*** Opening of Records for processing ***
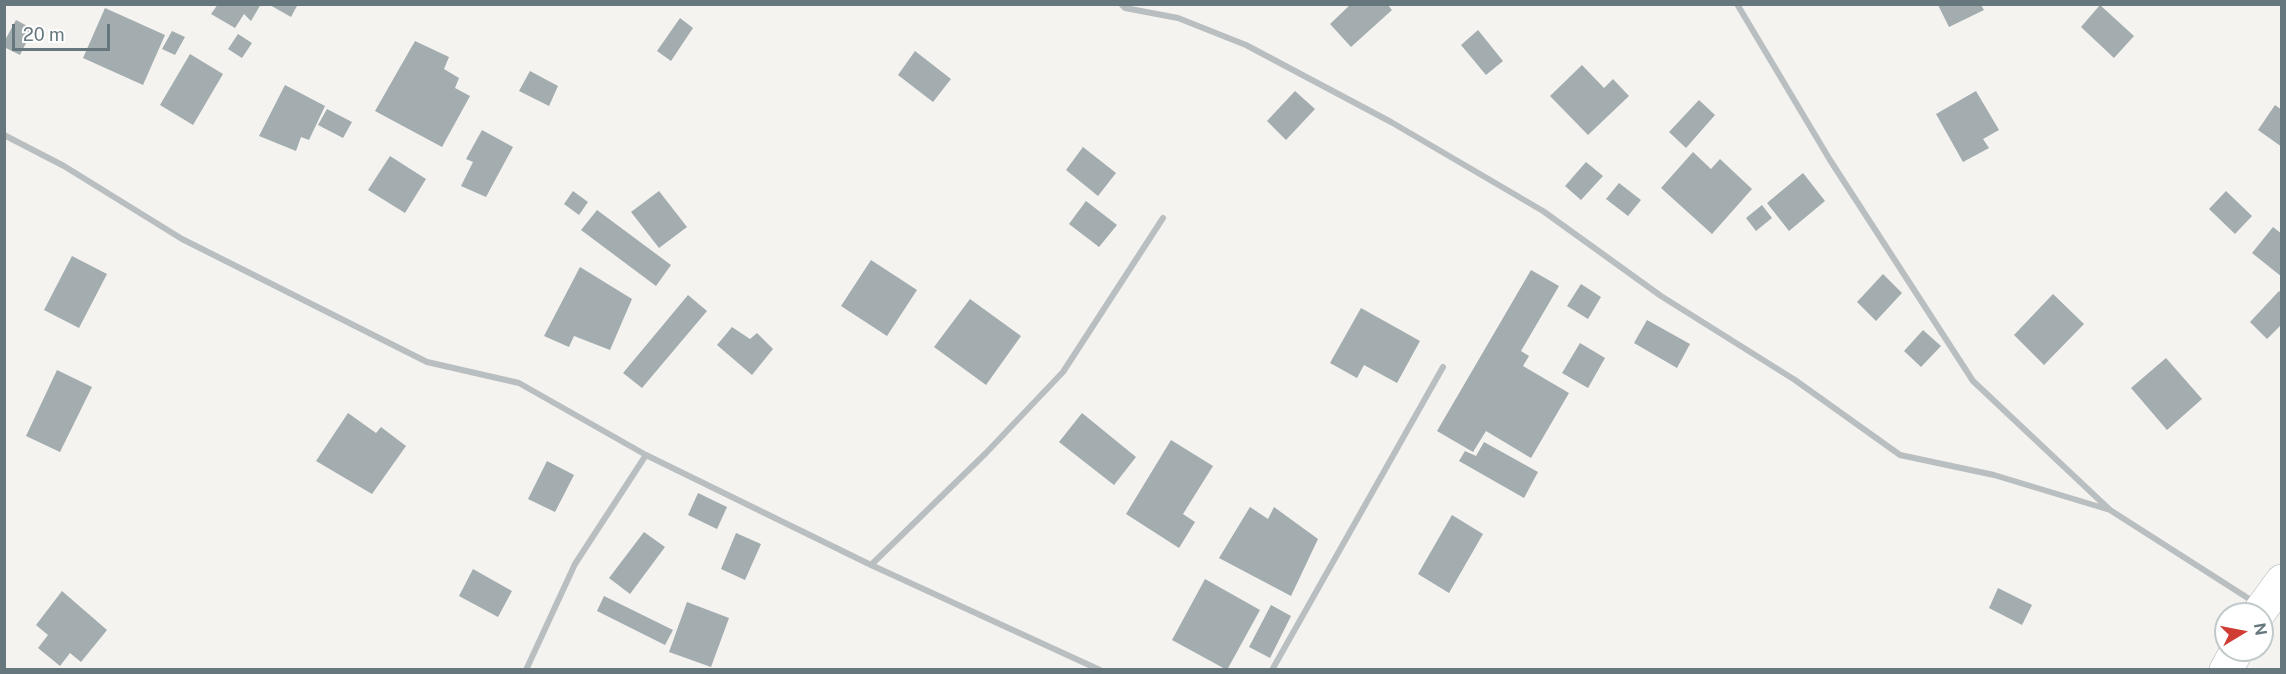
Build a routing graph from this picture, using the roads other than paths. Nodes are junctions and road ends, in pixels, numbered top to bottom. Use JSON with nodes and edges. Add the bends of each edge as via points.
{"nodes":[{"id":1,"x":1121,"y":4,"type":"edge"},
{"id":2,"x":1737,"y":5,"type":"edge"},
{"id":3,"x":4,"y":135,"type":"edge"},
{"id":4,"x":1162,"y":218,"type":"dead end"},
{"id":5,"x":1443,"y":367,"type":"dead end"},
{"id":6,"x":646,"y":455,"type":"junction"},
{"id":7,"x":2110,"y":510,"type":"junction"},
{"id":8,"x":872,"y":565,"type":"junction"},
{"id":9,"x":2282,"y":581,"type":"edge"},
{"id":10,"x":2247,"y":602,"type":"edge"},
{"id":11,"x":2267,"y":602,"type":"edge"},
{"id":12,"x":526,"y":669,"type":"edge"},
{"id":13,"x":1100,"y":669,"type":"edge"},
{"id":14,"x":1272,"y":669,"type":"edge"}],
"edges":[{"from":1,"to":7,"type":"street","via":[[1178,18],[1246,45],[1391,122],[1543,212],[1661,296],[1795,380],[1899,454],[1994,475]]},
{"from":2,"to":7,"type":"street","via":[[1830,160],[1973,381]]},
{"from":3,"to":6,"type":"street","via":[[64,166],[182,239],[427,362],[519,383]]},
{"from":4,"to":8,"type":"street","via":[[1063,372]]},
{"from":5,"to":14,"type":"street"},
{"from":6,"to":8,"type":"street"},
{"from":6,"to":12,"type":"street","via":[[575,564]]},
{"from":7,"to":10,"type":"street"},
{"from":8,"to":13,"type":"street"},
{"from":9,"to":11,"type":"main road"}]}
*** Close of Records for processing ***
## Exercise requirements
Exclude the pictures and reproduce every entry exactly.

## Output for this task
Build a routing graph from this picture, using the roads other than paths. Nodes are junctions and road ends, in pixels, numbered top to bottom. Use JSON with nodes and edges. Add the bends of each edge as via points.
{"nodes":[{"id":1,"x":1121,"y":4,"type":"edge"},
{"id":2,"x":1737,"y":5,"type":"edge"},
{"id":3,"x":4,"y":135,"type":"edge"},
{"id":4,"x":1162,"y":218,"type":"dead end"},
{"id":5,"x":1443,"y":367,"type":"dead end"},
{"id":6,"x":646,"y":455,"type":"junction"},
{"id":7,"x":2110,"y":510,"type":"junction"},
{"id":8,"x":872,"y":565,"type":"junction"},
{"id":9,"x":2282,"y":581,"type":"edge"},
{"id":10,"x":2247,"y":602,"type":"edge"},
{"id":11,"x":2267,"y":602,"type":"edge"},
{"id":12,"x":526,"y":669,"type":"edge"},
{"id":13,"x":1100,"y":669,"type":"edge"},
{"id":14,"x":1272,"y":669,"type":"edge"}],
"edges":[{"from":1,"to":7,"type":"street","via":[[1178,18],[1246,45],[1391,122],[1543,212],[1661,296],[1795,380],[1899,454],[1994,475]]},
{"from":2,"to":7,"type":"street","via":[[1830,160],[1973,381]]},
{"from":3,"to":6,"type":"street","via":[[64,166],[182,239],[427,362],[519,383]]},
{"from":4,"to":8,"type":"street","via":[[1063,372]]},
{"from":5,"to":14,"type":"street"},
{"from":6,"to":8,"type":"street"},
{"from":6,"to":12,"type":"street","via":[[575,564]]},
{"from":7,"to":10,"type":"street"},
{"from":8,"to":13,"type":"street"},
{"from":9,"to":11,"type":"main road"}]}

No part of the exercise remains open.